_What you are asked to do_
For each line in the data below that holds "graph", return a copy.

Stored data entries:

/---

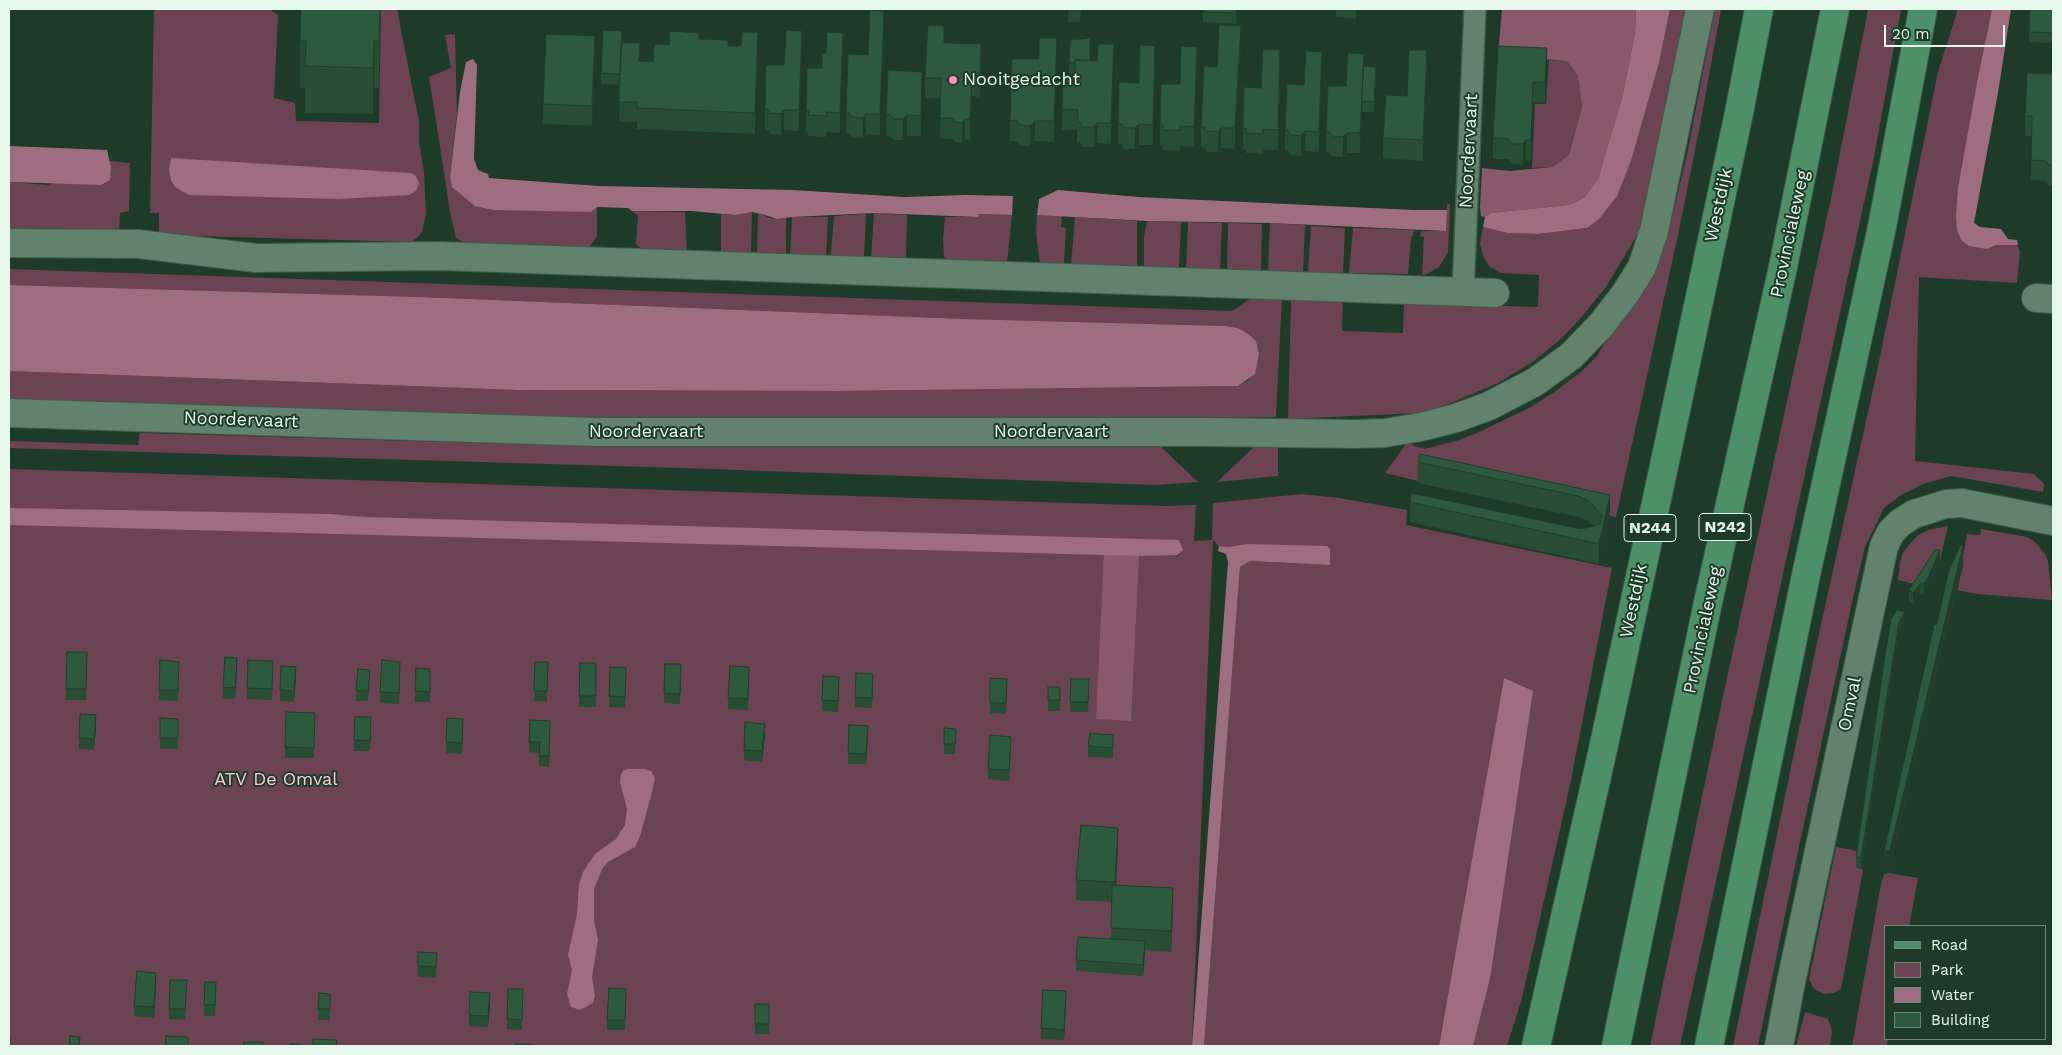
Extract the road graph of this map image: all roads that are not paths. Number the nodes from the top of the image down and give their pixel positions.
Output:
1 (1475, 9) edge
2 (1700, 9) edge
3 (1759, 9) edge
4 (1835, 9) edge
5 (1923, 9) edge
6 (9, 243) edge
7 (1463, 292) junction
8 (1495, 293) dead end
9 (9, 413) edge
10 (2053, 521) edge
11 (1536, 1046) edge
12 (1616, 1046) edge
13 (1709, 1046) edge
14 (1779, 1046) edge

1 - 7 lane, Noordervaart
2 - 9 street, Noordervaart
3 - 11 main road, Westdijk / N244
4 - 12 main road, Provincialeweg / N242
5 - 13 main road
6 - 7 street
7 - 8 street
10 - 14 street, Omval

\---
/---

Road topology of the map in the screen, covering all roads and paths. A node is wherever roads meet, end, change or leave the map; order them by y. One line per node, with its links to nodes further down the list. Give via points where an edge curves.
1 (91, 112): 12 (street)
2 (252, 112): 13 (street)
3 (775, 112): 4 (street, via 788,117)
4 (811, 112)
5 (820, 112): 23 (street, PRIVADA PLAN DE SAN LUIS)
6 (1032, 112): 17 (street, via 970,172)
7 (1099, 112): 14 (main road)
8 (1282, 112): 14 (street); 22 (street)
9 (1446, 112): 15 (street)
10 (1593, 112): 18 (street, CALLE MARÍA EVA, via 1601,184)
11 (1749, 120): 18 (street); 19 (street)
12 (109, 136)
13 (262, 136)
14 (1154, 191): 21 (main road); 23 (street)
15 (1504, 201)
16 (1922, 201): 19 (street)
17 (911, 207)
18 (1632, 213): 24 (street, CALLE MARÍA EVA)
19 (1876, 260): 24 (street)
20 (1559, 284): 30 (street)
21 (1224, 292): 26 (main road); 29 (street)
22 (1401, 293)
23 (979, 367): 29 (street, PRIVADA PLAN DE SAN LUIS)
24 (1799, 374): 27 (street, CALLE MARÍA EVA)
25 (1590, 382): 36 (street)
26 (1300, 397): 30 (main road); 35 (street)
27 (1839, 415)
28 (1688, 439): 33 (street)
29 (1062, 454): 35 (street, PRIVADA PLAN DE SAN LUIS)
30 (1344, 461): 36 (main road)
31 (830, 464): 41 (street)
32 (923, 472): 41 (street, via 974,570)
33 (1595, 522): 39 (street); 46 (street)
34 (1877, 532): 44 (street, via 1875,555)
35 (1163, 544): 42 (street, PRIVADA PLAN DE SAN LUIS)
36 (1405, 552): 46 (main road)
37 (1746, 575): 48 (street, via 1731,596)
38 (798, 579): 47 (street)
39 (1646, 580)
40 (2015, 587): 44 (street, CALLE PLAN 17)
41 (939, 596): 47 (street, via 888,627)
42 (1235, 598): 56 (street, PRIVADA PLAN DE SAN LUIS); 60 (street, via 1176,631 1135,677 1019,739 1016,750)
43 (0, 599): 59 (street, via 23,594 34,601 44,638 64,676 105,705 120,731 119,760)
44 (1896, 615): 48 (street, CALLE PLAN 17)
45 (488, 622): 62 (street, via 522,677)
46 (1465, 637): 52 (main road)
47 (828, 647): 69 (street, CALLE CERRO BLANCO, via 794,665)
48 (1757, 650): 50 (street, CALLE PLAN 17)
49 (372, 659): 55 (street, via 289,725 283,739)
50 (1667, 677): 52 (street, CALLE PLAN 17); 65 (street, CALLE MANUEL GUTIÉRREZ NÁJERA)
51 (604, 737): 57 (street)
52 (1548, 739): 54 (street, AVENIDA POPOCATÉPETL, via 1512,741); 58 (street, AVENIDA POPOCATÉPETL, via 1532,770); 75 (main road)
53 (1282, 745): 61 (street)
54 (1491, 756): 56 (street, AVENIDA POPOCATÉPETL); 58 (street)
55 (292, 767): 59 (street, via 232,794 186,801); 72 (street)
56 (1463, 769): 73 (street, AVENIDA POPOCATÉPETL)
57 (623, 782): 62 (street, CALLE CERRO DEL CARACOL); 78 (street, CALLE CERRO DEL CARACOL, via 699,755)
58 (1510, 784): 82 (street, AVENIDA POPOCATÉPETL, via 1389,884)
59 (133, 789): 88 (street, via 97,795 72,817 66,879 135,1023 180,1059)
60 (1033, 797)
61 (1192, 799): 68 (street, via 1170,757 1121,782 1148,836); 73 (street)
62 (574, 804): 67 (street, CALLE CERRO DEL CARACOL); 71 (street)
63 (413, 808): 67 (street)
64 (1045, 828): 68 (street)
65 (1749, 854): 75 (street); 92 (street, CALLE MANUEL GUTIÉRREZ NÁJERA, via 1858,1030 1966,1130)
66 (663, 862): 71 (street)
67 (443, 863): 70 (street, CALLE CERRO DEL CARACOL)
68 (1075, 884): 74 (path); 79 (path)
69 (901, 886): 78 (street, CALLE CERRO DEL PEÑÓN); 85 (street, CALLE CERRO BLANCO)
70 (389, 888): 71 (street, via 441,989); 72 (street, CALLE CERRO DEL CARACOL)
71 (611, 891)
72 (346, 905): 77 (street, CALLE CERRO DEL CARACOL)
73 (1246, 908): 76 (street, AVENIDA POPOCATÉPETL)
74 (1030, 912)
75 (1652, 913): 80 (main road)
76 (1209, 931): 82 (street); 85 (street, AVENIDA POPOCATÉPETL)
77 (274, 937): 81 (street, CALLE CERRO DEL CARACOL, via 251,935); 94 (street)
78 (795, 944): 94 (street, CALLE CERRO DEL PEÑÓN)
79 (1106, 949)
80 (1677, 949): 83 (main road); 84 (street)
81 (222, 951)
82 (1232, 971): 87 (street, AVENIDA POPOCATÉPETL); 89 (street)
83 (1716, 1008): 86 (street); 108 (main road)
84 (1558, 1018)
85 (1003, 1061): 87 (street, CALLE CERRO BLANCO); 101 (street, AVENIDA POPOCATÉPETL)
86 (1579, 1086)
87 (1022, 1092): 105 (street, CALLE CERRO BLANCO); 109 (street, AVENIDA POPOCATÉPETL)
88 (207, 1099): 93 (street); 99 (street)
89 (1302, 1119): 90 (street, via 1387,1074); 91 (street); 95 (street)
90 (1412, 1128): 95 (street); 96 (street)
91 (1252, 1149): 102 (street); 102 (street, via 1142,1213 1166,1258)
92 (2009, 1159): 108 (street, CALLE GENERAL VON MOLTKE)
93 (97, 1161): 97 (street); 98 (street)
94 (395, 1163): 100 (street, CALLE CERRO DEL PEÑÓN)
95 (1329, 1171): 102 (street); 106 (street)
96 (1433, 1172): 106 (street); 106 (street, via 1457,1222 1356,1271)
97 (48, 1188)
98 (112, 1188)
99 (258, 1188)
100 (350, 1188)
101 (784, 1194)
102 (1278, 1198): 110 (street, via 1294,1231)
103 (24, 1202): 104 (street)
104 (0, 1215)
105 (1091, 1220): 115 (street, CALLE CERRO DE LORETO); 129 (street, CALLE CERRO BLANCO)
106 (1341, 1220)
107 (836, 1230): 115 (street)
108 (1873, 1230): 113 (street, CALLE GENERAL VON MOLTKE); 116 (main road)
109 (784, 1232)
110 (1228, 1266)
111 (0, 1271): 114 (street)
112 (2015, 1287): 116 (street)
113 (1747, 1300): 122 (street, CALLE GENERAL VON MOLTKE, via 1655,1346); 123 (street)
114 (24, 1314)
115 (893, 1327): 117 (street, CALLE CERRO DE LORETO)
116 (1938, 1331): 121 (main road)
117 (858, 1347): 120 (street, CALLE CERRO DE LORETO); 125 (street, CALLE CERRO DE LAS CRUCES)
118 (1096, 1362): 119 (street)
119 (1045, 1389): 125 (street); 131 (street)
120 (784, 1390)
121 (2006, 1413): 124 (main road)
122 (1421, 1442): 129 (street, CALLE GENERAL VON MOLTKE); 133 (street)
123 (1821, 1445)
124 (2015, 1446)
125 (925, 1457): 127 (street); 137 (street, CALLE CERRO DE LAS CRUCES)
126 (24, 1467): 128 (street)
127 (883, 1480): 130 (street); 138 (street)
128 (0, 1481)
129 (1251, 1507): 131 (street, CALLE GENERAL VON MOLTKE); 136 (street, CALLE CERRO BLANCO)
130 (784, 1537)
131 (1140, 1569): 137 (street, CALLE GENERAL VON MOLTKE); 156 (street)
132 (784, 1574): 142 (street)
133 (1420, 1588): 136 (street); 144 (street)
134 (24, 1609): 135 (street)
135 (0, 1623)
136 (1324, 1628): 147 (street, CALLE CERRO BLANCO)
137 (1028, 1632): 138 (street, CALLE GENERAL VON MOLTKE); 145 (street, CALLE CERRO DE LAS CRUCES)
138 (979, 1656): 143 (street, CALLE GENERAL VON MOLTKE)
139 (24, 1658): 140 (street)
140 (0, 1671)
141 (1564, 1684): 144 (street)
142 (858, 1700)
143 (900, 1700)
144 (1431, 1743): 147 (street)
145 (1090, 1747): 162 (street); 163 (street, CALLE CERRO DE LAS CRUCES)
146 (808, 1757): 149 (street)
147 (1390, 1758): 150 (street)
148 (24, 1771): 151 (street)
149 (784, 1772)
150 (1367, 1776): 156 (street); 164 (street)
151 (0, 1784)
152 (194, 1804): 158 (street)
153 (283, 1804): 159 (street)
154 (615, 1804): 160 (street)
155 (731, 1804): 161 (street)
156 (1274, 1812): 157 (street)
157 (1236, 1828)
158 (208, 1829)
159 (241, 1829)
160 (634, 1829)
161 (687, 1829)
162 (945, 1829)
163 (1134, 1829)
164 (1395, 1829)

\---
/---

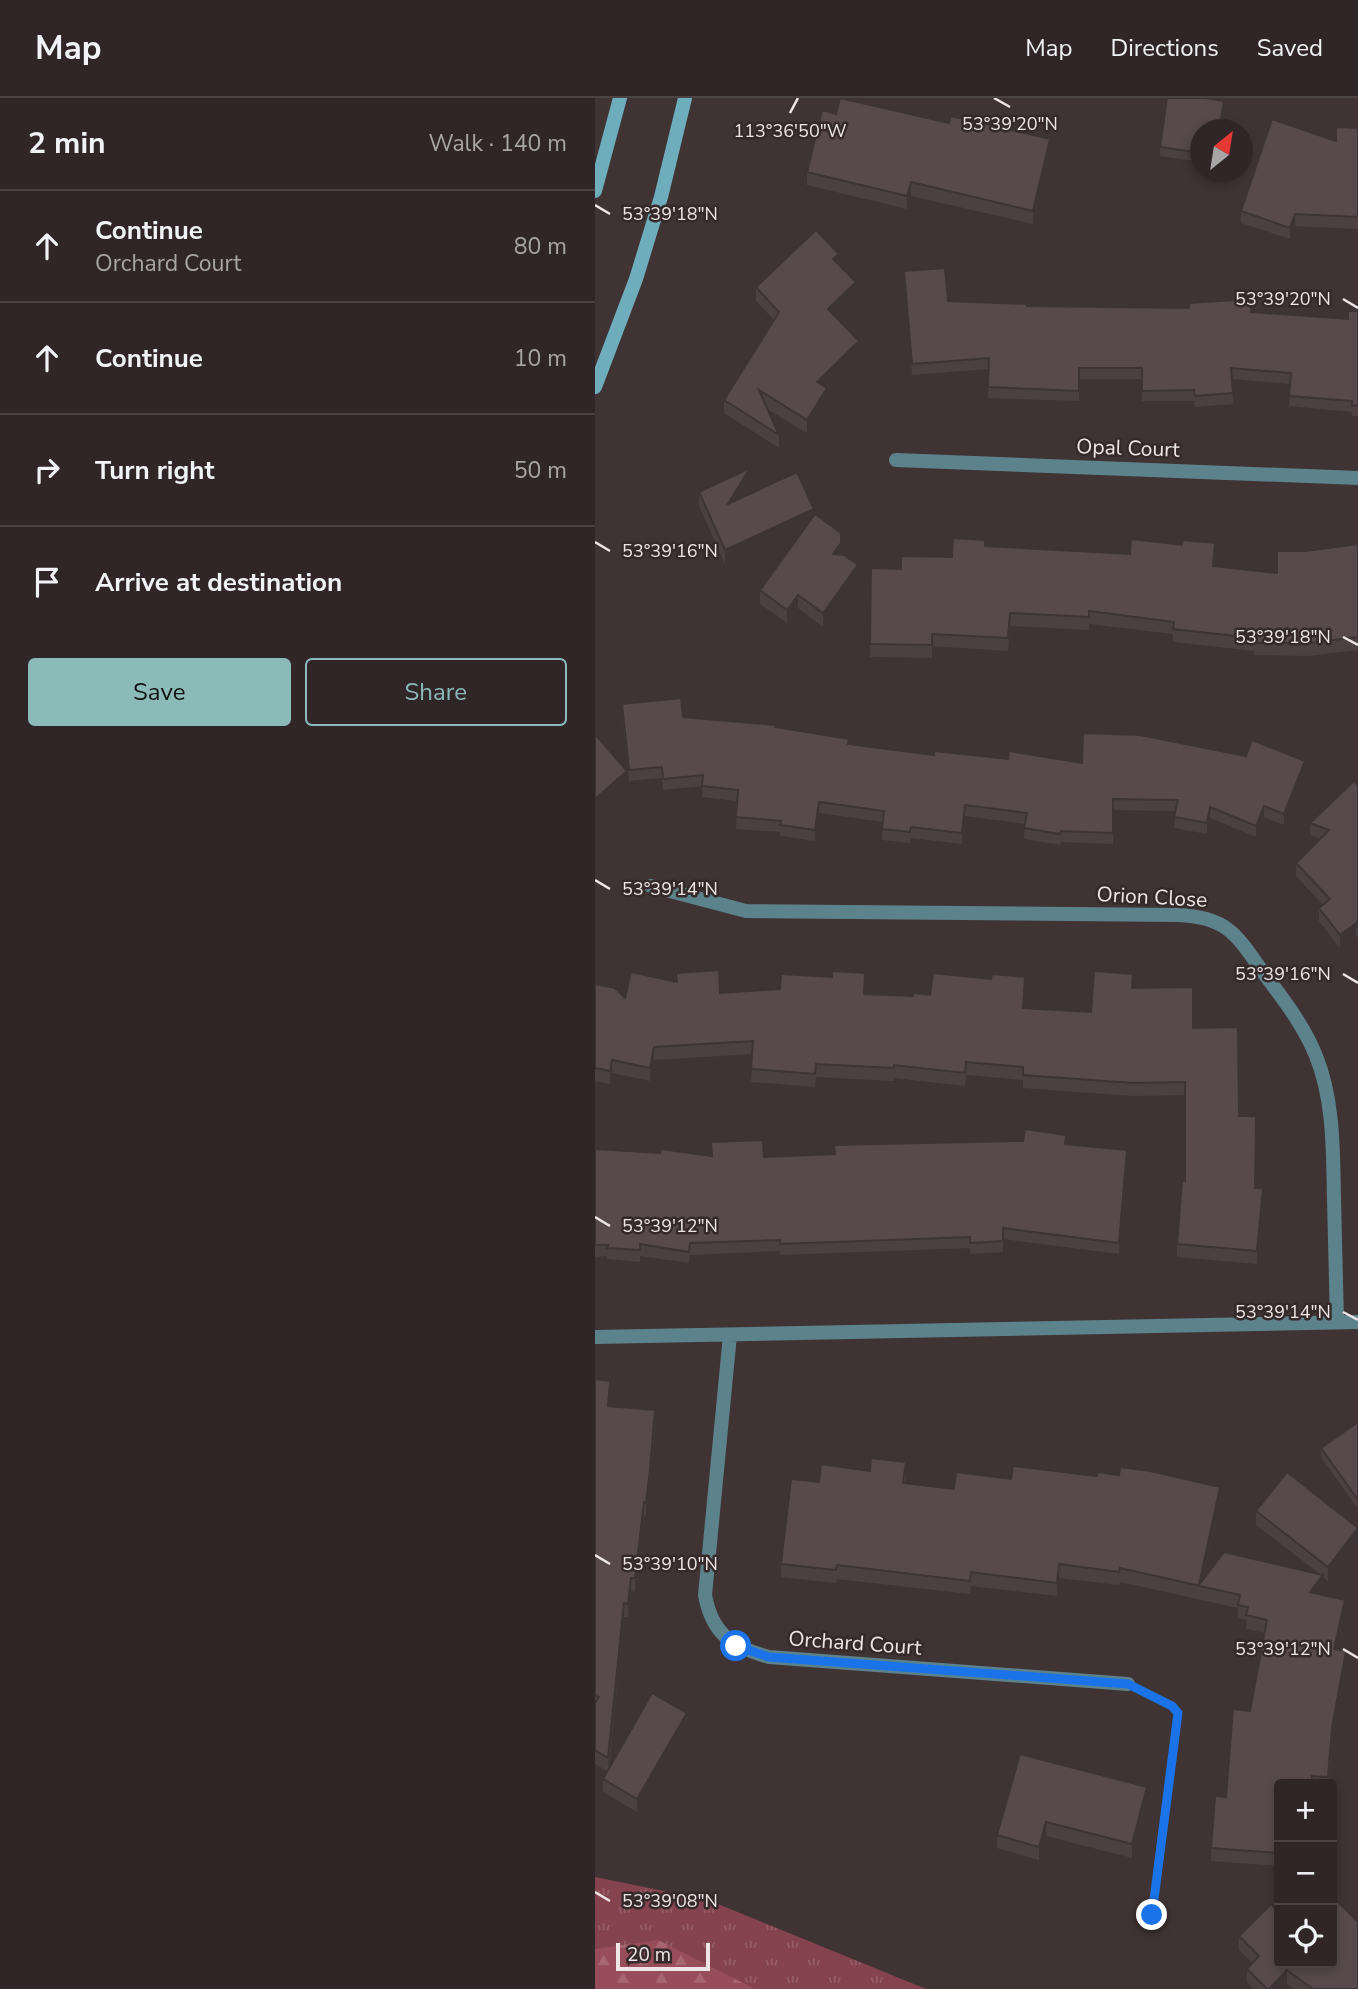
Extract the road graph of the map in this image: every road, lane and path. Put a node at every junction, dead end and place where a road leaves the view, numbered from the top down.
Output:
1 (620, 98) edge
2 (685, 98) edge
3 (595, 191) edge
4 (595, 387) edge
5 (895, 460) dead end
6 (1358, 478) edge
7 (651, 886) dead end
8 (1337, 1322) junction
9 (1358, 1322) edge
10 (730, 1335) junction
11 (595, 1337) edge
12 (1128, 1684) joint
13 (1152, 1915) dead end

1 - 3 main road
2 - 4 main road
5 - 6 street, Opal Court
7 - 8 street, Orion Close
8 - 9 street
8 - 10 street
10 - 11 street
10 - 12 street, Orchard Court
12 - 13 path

\---

_Reply to the exercise_
Extract the road graph of this map image: all roads that are not paths. Number the nodes from the top of the image down and give their pixel positions.
Extract the road graph of the map in this image: every road, lane and path. Put a node at every junction, dead end and place where a road leaves the view, numbered from the top down.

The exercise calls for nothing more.